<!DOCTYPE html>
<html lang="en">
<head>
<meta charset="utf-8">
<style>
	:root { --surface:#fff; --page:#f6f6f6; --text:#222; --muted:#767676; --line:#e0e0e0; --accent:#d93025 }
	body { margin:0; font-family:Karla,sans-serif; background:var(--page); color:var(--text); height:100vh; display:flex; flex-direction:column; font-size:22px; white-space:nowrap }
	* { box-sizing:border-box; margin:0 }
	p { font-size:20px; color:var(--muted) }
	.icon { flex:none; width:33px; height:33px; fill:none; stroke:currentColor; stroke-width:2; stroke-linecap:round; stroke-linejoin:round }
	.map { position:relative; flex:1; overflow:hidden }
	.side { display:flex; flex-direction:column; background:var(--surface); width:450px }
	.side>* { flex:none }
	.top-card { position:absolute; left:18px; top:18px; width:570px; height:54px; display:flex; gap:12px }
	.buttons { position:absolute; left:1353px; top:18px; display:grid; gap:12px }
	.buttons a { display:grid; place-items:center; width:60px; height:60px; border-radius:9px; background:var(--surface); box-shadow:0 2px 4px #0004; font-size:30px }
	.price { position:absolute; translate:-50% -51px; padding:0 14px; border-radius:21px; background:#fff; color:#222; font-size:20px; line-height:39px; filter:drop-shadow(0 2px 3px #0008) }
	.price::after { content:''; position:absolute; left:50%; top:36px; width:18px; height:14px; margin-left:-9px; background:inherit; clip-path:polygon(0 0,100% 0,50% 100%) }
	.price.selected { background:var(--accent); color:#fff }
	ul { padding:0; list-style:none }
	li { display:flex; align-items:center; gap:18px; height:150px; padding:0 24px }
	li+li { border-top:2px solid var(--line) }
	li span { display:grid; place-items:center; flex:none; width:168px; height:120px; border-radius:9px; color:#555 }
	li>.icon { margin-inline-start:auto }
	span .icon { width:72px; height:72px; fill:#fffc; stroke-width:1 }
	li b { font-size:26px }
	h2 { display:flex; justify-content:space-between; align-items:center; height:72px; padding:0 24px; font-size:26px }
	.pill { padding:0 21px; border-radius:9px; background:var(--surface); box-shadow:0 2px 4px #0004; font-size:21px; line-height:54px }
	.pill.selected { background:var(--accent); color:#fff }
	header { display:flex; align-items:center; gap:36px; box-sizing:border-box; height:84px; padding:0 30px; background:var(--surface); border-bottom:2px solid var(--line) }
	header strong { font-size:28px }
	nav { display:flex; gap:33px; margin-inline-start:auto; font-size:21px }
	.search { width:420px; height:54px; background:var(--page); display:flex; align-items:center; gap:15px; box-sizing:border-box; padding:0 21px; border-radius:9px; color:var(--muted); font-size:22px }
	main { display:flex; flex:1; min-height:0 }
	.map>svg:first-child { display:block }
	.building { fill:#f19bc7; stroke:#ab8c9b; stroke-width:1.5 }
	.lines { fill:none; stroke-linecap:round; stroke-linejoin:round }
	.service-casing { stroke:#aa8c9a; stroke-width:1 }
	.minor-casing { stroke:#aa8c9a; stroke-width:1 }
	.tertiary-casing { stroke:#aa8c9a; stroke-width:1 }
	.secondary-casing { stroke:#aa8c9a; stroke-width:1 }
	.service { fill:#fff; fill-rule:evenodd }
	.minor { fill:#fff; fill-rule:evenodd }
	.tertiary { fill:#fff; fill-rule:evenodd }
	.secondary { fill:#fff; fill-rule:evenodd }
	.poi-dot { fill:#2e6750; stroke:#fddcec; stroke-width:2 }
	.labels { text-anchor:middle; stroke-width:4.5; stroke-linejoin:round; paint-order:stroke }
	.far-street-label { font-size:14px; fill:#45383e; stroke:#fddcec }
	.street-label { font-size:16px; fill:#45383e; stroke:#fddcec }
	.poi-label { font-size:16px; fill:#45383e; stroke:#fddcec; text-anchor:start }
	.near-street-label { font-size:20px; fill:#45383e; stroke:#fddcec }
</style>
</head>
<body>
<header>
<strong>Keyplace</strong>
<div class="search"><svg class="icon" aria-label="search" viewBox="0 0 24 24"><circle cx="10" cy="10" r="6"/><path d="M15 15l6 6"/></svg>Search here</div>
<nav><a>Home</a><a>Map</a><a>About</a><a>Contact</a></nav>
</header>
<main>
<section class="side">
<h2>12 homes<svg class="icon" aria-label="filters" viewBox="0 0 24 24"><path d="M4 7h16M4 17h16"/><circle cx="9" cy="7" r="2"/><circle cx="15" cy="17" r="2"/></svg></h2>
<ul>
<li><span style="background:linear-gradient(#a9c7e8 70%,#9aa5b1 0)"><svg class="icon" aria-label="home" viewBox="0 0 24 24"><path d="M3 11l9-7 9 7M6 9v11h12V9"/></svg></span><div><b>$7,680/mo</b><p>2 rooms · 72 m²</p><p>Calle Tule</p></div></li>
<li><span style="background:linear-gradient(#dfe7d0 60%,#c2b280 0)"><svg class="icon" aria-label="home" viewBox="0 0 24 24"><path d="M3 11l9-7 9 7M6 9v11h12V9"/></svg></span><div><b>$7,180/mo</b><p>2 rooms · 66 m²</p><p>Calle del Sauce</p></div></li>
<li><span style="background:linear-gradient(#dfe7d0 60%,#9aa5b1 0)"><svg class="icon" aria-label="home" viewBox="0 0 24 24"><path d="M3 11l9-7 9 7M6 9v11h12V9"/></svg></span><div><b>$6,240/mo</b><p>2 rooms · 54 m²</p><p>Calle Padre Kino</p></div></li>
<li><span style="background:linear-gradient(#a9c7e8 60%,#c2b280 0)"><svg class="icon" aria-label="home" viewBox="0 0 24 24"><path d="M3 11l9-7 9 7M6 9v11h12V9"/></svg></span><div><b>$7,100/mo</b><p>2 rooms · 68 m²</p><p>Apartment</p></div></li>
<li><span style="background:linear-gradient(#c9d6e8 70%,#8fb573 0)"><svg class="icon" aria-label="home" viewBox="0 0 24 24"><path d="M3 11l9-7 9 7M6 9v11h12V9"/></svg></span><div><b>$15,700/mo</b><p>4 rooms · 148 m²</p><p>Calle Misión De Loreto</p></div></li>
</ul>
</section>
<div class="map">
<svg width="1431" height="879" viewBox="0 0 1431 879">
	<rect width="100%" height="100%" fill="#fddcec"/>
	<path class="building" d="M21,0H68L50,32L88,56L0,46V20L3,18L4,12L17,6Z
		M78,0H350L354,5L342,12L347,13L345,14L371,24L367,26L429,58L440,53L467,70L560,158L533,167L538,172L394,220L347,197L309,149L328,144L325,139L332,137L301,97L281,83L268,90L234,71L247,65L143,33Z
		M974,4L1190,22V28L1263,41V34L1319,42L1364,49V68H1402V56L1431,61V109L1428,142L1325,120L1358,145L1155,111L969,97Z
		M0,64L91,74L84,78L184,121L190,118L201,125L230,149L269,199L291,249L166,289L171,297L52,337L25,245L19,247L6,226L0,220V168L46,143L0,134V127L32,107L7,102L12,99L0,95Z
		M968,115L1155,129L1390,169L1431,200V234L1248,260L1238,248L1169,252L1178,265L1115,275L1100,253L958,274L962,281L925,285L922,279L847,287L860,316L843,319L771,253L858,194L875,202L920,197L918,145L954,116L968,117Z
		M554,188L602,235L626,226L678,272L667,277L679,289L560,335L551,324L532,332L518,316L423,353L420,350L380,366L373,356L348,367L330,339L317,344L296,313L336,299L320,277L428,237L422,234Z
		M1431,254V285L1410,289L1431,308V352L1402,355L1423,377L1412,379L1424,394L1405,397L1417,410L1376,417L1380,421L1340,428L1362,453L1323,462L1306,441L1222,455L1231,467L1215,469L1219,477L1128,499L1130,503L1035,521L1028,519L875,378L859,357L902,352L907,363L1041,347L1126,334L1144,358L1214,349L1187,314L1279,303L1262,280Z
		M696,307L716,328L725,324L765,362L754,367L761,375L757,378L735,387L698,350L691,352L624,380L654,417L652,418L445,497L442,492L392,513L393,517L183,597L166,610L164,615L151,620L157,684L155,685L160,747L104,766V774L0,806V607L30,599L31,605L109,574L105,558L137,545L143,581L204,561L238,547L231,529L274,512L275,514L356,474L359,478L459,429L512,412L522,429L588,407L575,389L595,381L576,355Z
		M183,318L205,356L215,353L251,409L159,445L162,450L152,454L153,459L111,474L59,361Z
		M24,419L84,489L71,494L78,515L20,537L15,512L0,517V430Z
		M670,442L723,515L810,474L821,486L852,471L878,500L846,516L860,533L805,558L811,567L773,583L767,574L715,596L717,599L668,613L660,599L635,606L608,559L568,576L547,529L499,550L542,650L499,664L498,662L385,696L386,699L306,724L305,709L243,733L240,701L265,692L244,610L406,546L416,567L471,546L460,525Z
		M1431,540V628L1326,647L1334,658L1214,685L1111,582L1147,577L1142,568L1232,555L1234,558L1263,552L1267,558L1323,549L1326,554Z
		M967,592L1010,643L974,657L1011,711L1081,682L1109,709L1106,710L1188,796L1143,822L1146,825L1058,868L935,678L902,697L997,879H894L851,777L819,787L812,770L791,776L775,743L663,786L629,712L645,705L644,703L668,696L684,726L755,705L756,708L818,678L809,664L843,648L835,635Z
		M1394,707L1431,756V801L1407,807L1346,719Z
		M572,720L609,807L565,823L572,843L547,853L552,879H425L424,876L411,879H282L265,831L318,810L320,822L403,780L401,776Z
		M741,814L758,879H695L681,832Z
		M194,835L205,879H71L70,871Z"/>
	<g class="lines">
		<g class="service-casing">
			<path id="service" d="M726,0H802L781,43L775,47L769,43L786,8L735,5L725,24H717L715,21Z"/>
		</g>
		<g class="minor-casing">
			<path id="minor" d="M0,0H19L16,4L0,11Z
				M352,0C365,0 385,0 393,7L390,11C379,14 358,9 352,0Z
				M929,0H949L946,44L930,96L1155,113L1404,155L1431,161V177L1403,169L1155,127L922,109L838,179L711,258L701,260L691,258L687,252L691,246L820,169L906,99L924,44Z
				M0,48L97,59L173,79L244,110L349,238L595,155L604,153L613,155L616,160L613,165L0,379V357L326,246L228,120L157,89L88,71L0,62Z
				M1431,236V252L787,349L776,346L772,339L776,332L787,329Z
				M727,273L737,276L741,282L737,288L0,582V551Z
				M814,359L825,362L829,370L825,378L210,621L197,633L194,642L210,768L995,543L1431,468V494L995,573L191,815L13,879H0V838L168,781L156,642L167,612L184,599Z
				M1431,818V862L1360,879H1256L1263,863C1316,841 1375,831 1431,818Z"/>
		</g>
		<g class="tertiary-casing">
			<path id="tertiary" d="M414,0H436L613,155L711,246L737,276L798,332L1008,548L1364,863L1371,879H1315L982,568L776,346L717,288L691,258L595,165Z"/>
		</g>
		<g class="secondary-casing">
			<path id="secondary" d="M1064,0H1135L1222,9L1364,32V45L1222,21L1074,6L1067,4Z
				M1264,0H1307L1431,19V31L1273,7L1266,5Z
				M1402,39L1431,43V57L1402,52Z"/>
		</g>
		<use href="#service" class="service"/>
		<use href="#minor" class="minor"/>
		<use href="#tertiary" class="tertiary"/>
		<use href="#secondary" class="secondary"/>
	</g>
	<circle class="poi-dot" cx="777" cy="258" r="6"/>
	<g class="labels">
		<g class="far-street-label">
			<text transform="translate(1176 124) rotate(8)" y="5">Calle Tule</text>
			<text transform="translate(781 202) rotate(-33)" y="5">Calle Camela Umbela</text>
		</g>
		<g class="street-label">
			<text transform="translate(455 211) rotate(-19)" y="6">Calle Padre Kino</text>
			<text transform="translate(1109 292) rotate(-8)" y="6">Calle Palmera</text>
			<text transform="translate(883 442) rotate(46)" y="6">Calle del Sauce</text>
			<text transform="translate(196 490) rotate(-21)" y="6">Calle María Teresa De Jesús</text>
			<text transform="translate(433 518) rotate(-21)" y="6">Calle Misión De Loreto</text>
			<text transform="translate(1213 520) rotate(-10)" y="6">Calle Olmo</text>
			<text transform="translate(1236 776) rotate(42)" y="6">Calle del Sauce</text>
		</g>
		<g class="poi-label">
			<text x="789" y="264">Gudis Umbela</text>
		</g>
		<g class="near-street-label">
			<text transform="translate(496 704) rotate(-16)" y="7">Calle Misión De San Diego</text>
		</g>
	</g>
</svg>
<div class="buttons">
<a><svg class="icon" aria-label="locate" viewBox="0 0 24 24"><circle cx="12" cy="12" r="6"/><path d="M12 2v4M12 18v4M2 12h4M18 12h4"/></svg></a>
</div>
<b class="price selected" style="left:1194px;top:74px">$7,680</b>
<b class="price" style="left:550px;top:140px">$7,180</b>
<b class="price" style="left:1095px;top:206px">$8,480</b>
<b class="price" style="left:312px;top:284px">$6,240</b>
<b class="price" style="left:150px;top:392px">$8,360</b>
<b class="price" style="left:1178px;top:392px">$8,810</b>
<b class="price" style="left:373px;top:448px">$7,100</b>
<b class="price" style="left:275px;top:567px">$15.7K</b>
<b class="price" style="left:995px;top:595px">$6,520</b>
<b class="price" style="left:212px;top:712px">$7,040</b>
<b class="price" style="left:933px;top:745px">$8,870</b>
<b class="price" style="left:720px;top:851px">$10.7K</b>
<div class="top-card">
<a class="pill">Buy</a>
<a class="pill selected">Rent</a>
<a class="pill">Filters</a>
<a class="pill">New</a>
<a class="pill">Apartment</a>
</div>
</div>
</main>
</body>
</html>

ASSIGNMENT:
Beginning at the top of the records above, transcribe each line exactly up to and including the line that holds "display:grid; place-items:center; width:60px;".

REPLY TO THE EXERCISE:
<!DOCTYPE html>
<html lang="en">
<head>
<meta charset="utf-8">
<style>
	:root { --surface:#fff; --page:#f6f6f6; --text:#222; --muted:#767676; --line:#e0e0e0; --accent:#d93025 }
	body { margin:0; font-family:Karla,sans-serif; background:var(--page); color:var(--text); height:100vh; display:flex; flex-direction:column; font-size:22px; white-space:nowrap }
	* { box-sizing:border-box; margin:0 }
	p { font-size:20px; color:var(--muted) }
	.icon { flex:none; width:33px; height:33px; fill:none; stroke:currentColor; stroke-width:2; stroke-linecap:round; stroke-linejoin:round }
	.map { position:relative; flex:1; overflow:hidden }
	.side { display:flex; flex-direction:column; background:var(--surface); width:450px }
	.side>* { flex:none }
	.top-card { position:absolute; left:18px; top:18px; width:570px; height:54px; display:flex; gap:12px }
	.buttons { position:absolute; left:1353px; top:18px; display:grid; gap:12px }
	.buttons a { display:grid; place-items:center; width:60px; height:60px; border-radius:9px; background:var(--surface); box-shadow:0 2px 4px #0004; font-size:30px }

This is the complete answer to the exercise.